El corregidor estiró la espalda.
—May ya está comprometida con otro.
—May tiene hermanas.
—Naturalmente. ¿Quieres a alguna de ellas?
—Quiero tener a May como esposa. Spanneby puede elegir entre las hermanas.
—La norma es que la mayor sea la primera en casarse. Y está comprometida con él.
—Yo me casaré con ella este verano. Hasta entonces puedo ahorrar lo suficiente. Spanneby puede esperar hasta el otoño.
—May será la esposa de Spanneby.
—¿Qué tienes contra mí?
—No es contra ti, Alan. El asunto ya está acordado y cerrado, no romperé la promesa que he hecho.
—¿Y qué ocurre con tu hija? ¿No te importa si va a ser feliz o no, no te importa lo que desea su corazón?
—El corazón de una mujer es variable. Aprenderá a amarle. Dispondrá de muchos años para ello.
—¡Qué suerte que los campos de los Spanneby estén junto a los tuyos! ¡Qué bien que tengan tantas ovejas, cerdos y vacas, quizá podríais llevar juntos el ganado al prado! ¡Qué grandes rebaños resultarían! La codicia es un pecado, ¿lo has olvidado?
El corregidor señaló hacia la puerta.
—¡Lárgate!
Los dedos de Alan se soltaron de la mano de May.
—Está bien. No me casaré con May. —Asintió lentamente—. ¿Te sientes muy fuerte, verdad?
—No empieces de nuevo con tus aires de superioridad, muchacho. Eso ya te ha causado problemas en una ocasión. Desaparece o te entregaré a Nevill.
La mirada de Alan se posó en el arco. Sus dedos notaron la madera, en su cadera colgaban las flechas.
—Si quieres medirte conmigo, estupendo, entonces nos mediremos. ¿Se han arrendado de nuevo mis tierras?
—¿Qué tiene eso que ver con May?
—Nada. ¡Contesta a mi pregunta, corregidor!
—Todavía no se han arrendado.
—¿Cómo es eso?
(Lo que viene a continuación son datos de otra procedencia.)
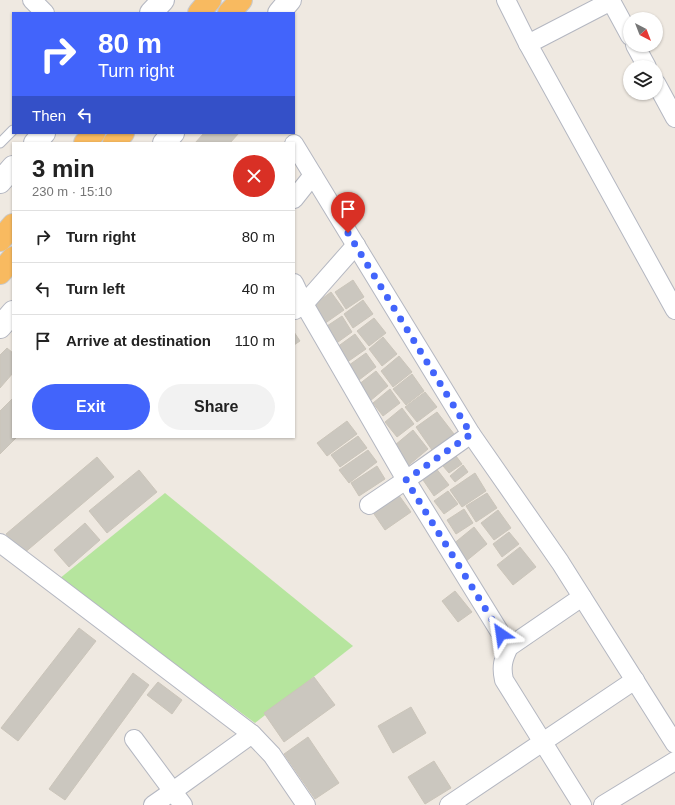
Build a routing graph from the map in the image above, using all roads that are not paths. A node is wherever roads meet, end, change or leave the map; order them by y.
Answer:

Nevill podría exigir de nuevo el pago de dos libras como fianza. ¿Por qué iba a dejarlo pasar?
—No lo sé.
—No lo sabes. Eres corregidor y no sabes nada de los arrendamientos de las tierras de tu pueblo.
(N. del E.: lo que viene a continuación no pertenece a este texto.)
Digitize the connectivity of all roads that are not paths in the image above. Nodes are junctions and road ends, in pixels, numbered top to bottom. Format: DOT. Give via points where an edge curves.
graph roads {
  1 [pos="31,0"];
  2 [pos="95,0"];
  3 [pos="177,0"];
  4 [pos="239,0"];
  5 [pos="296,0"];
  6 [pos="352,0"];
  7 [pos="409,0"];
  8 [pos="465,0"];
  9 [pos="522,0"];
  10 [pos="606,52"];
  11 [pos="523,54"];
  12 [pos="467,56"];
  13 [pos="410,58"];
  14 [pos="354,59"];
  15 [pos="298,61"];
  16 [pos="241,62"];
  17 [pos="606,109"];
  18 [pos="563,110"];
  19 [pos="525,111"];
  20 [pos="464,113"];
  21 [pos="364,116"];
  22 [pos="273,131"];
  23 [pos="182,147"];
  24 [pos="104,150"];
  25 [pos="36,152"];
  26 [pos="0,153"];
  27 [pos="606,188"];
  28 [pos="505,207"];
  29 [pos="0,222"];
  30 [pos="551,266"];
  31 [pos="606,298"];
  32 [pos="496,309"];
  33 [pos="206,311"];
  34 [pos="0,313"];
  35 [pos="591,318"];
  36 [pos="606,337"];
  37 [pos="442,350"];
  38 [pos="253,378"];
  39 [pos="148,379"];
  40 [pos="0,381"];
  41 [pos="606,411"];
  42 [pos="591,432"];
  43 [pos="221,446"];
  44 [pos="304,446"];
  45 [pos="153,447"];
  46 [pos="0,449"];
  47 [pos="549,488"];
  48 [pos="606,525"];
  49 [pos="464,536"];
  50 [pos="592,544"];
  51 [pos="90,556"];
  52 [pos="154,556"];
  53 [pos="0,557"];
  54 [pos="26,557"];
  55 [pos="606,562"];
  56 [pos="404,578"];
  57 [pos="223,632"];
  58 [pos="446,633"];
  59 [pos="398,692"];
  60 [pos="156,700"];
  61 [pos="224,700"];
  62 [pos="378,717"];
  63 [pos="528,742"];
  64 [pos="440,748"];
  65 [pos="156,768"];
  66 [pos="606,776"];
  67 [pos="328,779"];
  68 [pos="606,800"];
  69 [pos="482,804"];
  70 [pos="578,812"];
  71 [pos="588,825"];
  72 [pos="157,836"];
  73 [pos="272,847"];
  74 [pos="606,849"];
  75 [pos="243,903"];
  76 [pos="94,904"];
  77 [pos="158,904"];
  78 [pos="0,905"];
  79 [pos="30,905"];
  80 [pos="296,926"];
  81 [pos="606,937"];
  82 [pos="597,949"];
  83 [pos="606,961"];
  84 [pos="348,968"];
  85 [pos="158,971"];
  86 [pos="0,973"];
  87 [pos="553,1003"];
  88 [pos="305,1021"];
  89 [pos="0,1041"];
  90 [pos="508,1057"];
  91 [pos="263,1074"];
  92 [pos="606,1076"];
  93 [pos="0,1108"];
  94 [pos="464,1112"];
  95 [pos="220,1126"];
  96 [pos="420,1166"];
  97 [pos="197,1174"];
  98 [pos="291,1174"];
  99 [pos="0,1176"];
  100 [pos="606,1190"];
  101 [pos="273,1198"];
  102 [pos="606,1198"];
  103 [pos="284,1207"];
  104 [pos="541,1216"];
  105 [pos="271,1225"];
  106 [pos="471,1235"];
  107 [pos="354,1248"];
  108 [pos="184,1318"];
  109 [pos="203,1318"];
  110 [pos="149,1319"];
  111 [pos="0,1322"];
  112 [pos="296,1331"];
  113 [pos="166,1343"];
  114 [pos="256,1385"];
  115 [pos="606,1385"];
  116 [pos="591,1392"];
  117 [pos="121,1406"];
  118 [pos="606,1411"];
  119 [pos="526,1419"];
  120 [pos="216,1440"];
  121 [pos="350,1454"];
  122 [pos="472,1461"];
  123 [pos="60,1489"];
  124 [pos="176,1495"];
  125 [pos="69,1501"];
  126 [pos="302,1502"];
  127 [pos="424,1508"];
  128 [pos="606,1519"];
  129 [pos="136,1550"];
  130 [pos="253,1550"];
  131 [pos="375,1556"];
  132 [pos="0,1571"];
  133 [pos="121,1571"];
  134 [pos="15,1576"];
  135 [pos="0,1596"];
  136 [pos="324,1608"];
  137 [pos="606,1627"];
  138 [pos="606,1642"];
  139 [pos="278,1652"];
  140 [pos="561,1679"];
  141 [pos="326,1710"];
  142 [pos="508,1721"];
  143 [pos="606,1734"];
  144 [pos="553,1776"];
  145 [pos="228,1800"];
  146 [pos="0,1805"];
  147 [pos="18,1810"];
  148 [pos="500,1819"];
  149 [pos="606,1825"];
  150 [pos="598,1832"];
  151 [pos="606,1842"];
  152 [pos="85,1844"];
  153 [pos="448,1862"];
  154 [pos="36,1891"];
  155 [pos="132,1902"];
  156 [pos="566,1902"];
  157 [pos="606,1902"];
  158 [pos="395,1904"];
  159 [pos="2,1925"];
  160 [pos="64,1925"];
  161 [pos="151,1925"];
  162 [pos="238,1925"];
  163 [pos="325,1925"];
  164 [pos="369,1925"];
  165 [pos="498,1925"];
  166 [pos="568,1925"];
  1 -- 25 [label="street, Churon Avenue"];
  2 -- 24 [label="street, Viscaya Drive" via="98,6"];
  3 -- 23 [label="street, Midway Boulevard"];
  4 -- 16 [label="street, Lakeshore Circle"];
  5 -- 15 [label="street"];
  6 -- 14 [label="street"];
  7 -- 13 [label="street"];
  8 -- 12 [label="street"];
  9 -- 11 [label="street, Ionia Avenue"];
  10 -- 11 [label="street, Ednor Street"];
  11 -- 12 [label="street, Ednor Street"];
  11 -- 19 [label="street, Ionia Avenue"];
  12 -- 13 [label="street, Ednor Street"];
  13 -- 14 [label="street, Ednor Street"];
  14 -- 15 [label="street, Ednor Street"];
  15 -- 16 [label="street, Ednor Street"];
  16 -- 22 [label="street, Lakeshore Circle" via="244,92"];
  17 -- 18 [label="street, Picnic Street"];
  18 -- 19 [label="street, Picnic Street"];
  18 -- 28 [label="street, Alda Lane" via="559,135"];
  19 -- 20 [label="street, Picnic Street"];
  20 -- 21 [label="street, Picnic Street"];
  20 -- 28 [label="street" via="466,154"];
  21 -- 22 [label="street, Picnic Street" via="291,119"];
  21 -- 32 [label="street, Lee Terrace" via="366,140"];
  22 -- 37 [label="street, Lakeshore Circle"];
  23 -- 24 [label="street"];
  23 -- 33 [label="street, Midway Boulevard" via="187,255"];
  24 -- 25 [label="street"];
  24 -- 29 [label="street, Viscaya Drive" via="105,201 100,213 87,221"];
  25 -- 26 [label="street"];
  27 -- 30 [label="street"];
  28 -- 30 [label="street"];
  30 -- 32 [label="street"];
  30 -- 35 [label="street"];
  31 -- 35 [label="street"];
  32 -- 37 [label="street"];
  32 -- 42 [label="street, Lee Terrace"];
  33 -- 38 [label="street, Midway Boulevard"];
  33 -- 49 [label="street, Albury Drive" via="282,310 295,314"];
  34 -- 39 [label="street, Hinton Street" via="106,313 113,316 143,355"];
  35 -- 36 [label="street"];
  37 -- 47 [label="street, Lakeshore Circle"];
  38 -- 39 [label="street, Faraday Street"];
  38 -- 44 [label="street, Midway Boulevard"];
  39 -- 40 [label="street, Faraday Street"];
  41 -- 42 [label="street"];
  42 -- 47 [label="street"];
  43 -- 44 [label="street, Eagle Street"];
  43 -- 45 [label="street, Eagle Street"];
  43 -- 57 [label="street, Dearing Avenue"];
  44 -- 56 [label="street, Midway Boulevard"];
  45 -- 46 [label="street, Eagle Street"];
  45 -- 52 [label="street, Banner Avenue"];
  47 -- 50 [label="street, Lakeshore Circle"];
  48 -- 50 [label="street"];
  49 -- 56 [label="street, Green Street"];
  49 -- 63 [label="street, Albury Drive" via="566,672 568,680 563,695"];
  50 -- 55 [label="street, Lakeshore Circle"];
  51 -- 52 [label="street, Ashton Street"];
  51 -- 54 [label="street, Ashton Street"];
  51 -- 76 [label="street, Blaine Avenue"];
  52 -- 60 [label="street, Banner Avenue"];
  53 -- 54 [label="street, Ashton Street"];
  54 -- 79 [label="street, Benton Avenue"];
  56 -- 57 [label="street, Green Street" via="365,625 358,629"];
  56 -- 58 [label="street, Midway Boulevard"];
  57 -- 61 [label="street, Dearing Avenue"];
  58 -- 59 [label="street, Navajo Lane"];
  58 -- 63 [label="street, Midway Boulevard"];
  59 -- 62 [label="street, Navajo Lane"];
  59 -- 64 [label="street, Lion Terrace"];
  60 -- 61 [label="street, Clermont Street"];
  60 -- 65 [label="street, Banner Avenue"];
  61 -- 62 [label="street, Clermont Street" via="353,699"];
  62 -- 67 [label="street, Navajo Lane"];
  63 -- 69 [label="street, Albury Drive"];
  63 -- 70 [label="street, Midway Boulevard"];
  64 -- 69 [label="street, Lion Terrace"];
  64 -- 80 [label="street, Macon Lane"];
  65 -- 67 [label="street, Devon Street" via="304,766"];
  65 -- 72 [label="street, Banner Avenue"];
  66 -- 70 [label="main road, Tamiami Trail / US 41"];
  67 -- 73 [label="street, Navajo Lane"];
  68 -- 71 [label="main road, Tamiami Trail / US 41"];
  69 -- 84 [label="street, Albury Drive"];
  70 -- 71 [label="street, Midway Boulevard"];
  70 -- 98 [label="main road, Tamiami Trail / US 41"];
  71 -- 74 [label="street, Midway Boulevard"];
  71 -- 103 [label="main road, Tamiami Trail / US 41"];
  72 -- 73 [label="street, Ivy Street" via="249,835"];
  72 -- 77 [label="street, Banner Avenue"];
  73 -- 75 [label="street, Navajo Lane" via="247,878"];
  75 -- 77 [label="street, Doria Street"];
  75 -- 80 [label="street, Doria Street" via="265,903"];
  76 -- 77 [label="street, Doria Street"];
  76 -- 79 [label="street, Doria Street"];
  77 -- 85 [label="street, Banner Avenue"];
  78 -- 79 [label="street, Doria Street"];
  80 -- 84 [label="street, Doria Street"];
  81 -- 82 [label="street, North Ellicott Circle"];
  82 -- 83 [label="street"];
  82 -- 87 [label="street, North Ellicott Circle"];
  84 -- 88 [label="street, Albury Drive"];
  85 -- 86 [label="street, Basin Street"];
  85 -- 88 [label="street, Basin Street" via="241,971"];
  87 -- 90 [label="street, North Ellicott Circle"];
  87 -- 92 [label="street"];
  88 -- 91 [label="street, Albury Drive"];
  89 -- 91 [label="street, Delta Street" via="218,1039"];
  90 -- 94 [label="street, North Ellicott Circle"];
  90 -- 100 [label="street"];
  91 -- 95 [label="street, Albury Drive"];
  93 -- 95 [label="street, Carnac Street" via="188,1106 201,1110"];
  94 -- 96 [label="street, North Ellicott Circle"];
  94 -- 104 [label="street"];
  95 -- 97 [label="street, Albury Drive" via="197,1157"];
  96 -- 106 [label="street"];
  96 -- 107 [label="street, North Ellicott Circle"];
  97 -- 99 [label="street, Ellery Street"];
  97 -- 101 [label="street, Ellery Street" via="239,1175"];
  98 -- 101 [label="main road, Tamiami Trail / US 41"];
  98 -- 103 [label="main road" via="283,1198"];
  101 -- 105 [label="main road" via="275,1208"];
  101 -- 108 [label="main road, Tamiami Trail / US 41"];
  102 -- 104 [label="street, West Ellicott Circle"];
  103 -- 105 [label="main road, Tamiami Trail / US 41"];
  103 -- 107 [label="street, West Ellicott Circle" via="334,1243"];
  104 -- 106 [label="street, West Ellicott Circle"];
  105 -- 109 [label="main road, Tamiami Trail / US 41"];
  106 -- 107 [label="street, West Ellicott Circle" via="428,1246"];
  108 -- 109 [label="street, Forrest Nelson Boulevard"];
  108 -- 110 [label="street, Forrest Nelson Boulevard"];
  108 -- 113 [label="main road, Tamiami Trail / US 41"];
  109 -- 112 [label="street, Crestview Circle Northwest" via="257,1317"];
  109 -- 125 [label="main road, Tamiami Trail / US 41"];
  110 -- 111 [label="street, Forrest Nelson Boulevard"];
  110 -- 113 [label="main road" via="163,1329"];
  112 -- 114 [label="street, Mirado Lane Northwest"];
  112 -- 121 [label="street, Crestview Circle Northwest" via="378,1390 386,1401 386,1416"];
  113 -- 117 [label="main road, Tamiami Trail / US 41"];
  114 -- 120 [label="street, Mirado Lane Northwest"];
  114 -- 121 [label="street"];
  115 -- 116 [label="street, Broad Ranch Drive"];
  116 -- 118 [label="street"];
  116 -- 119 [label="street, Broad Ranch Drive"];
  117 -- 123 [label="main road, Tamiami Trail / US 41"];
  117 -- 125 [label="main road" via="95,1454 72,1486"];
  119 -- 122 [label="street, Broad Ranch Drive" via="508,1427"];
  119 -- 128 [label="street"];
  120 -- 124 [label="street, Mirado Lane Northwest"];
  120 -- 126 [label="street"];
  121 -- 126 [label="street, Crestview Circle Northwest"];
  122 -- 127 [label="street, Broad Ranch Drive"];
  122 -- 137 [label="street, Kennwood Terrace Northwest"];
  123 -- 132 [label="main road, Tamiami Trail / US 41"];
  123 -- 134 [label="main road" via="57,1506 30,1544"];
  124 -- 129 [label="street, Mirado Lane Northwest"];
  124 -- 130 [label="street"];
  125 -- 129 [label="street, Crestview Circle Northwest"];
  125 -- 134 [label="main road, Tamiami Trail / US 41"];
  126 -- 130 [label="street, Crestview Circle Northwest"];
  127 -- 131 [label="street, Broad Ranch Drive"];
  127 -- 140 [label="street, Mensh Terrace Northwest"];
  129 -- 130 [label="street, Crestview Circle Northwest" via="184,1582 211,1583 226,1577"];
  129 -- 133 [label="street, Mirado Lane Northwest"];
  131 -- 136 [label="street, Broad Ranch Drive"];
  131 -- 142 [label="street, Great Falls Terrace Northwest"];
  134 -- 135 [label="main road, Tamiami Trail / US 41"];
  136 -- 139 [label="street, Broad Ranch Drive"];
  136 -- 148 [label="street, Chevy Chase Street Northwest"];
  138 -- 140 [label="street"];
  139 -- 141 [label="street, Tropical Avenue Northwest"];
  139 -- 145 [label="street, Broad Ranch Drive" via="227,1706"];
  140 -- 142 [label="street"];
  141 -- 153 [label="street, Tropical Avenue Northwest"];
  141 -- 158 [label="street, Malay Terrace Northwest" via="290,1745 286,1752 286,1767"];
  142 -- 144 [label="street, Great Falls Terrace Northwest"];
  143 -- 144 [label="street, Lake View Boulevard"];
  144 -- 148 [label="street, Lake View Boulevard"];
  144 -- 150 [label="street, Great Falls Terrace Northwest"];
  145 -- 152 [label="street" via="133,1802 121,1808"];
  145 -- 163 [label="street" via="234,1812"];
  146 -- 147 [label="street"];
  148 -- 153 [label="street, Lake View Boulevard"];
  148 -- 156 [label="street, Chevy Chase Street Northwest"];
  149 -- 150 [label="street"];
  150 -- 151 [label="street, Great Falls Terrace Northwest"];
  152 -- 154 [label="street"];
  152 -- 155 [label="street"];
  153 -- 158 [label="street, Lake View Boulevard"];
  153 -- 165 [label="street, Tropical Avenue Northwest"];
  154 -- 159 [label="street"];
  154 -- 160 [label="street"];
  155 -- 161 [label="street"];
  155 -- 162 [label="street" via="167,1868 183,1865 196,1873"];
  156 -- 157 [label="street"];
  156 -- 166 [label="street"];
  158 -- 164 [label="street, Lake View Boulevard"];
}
—Sir Nevill sabrá por qué no ha arrendado las tierras todavía. A lo mejor no encuentra quien las quiera.
—¿Has hablado con él acerca del incidente?
El corregidor vaciló. Sacudió la cabeza.
—¿No habría sido ésa tu misión?
—No me he atrevido a hablarle de eso. Sir Nevill está furioso conmigo por tu causa, me has causado un buen trastorno que ahora yo tengo que solucionar. El señor de Nottingham no malgasta una sola palabra en ese asunto. Lo evita.
En cualquier caso, resultaba extraño. Un incidente de ese tipo, y el señor no hablaba de él ni siquiera con el corregidor con competencias en todo el territorio. ¿Y si no sabía nada del ataque? ¿Y si no había sido un castigo a causa de sus protestas por los impuestos?
¿Y el rumor de que querían ahorcarle? Quizás esa amenaza no era la respuesta de Nevill a su queja ante el arzobispo, sino parte de una intriga, un intento de deshacerse de él. No aparecieron nunca jinetes, ni perros, ni esbirros. Él había permanecido en su escondrijo sin ser molestado. ¿Quién le había contado ese rumor? May.
La hija del corregidor.
—¡No te preocupes, corregidor —dijo Alan fríamente—. Ya me ocuparé yo de eso. Le preguntaré a Nevill.